*** Opening INPUT DATA ***

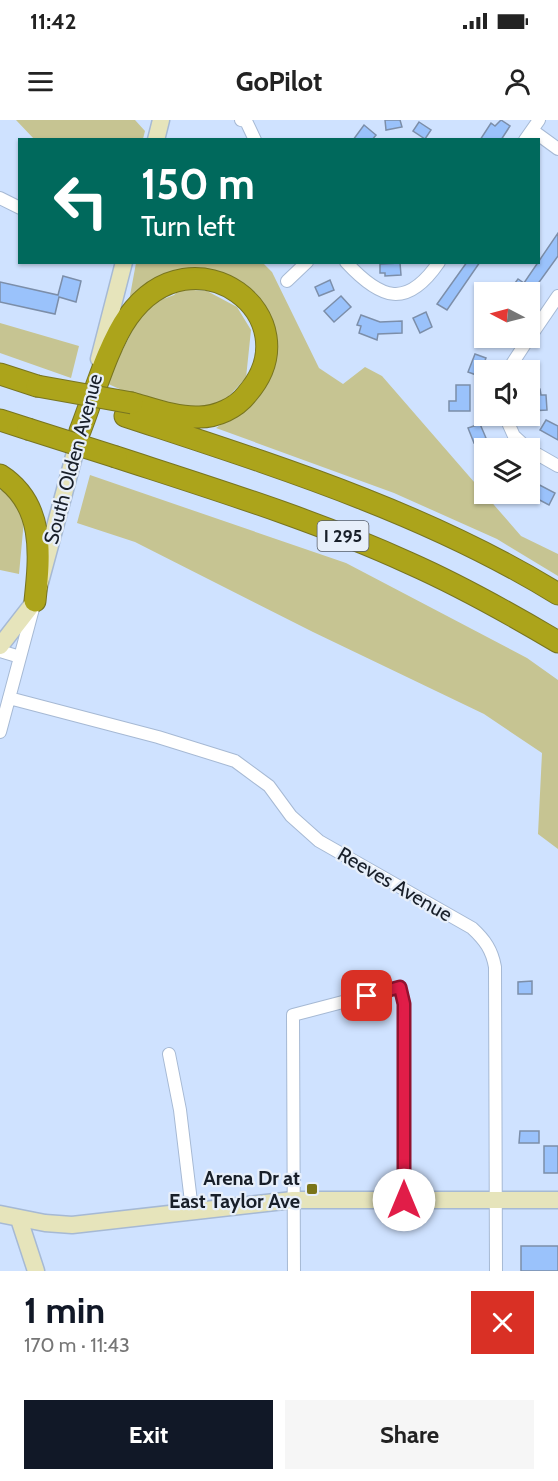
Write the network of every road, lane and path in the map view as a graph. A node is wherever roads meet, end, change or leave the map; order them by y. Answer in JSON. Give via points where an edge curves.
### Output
{"nodes":[{"id":1,"x":161,"y":120,"type":"edge"},
{"id":2,"x":245,"y":120,"type":"edge"},
{"id":3,"x":532,"y":130,"type":"edge"},
{"id":4,"x":156,"y":138,"type":"edge"},
{"id":5,"x":254,"y":138,"type":"edge"},
{"id":6,"x":558,"y":149,"type":"edge"},
{"id":7,"x":0,"y":198,"type":"edge"},
{"id":8,"x":18,"y":207,"type":"edge"},
{"id":9,"x":123,"y":264,"type":"edge"},
{"id":10,"x":305,"y":264,"type":"edge"},
{"id":11,"x":348,"y":264,"type":"edge"},
{"id":12,"x":438,"y":264,"type":"edge"},
{"id":13,"x":287,"y":281,"type":"dead end"},
{"id":14,"x":556,"y":304,"type":"edge"},
{"id":15,"x":540,"y":324,"type":"edge"},
{"id":16,"x":0,"y":374,"type":"edge"},
{"id":17,"x":129,"y":410,"type":"junction"},
{"id":18,"x":0,"y":420,"type":"edge"},
{"id":19,"x":80,"y":431,"type":"junction"},
{"id":20,"x":540,"y":456,"type":"edge"},
{"id":21,"x":558,"y":466,"type":"edge"},
{"id":22,"x":0,"y":475,"type":"edge"},
{"id":23,"x":558,"y":594,"type":"edge"},
{"id":24,"x":36,"y":601,"type":"junction"},
{"id":25,"x":558,"y":642,"type":"edge"},
{"id":26,"x":0,"y":646,"type":"edge"},
{"id":27,"x":0,"y":651,"type":"edge"},
{"id":28,"x":20,"y":657,"type":"junction"},
{"id":29,"x":0,"y":682,"type":"edge"},
{"id":30,"x":11,"y":694,"type":"junction"},
{"id":31,"x":0,"y":732,"type":"edge"},
{"id":32,"x":169,"y":1053,"type":"dead end"},
{"id":33,"x":293,"y":1200,"type":"junction"},
{"id":34,"x":404,"y":1200,"type":"junction"},
{"id":35,"x":558,"y":1200,"type":"edge"},
{"id":36,"x":495,"y":1201,"type":"junction"},
{"id":37,"x":192,"y":1210,"type":"junction"},
{"id":38,"x":0,"y":1214,"type":"edge"},
{"id":39,"x":19,"y":1219,"type":"junction"},
{"id":40,"x":36,"y":1271,"type":"edge"},
{"id":41,"x":294,"y":1271,"type":"edge"},
{"id":42,"x":496,"y":1271,"type":"edge"}],
"edges":[{"from":1,"to":4,"type":"main road"},
{"from":2,"to":5,"type":"street"},
{"from":3,"to":6,"type":"street"},
{"from":7,"to":8,"type":"street"},
{"from":9,"to":19,"type":"main road","name":"South Olden Avenue"},
{"from":10,"to":13,"type":"street"},
{"from":11,"to":12,"type":"street","via":[[374,289],[394,294],[416,289]]},
{"from":14,"to":15,"type":"street"},
{"from":16,"to":17,"type":"highway","number":"I 295","bridge":true},
{"from":17,"to":19,"type":"highway","via":[[200,417],[224,412],[244,398],[260,376],[266,352],[263,327],[251,304],[232,287],[205,278],[177,281],[151,294],[120,330]]},
{"from":17,"to":23,"type":"highway","number":"I 295","via":[[423,523]]},
{"from":18,"to":25,"type":"highway","number":"I 295","bridge":true,"via":[[353,539],[475,594]]},
{"from":19,"to":24,"type":"main road","name":"South Olden Avenue"},
{"from":20,"to":21,"type":"street"},
{"from":22,"to":24,"type":"highway","via":[[21,492],[34,515],[40,552]]},
{"from":24,"to":26,"type":"main road","name":"South Olden Avenue"},
{"from":24,"to":28,"type":"street"},
{"from":27,"to":28,"type":"street"},
{"from":28,"to":30,"type":"street"},
{"from":29,"to":30,"type":"street","name":"Reeves Avenue"},
{"from":30,"to":31,"type":"street"},
{"from":30,"to":36,"type":"street","name":"Reeves Avenue","via":[[243,765],[269,786],[291,816],[319,841],[472,928],[482,938],[495,967]]},
{"from":32,"to":37,"type":"street"},
{"from":33,"to":34,"type":"main road"},
{"from":33,"to":34,"type":"street","via":[[293,1015],[400,987],[404,1004]]},
{"from":33,"to":37,"type":"main road"},
{"from":33,"to":41,"type":"street"},
{"from":34,"to":36,"type":"main road"},
{"from":35,"to":36,"type":"main road"},
{"from":36,"to":42,"type":"street","name":"Reeves Avenue"},
{"from":37,"to":39,"type":"main road","via":[[94,1224]]},
{"from":38,"to":39,"type":"main road"},
{"from":39,"to":40,"type":"main road"}]}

*** Closing INPUT DATA ***

### INSTRUCTIONS TO FOLLOW
Give only the number of lines above that hold the string "junction".

### RESPONSE AREA
10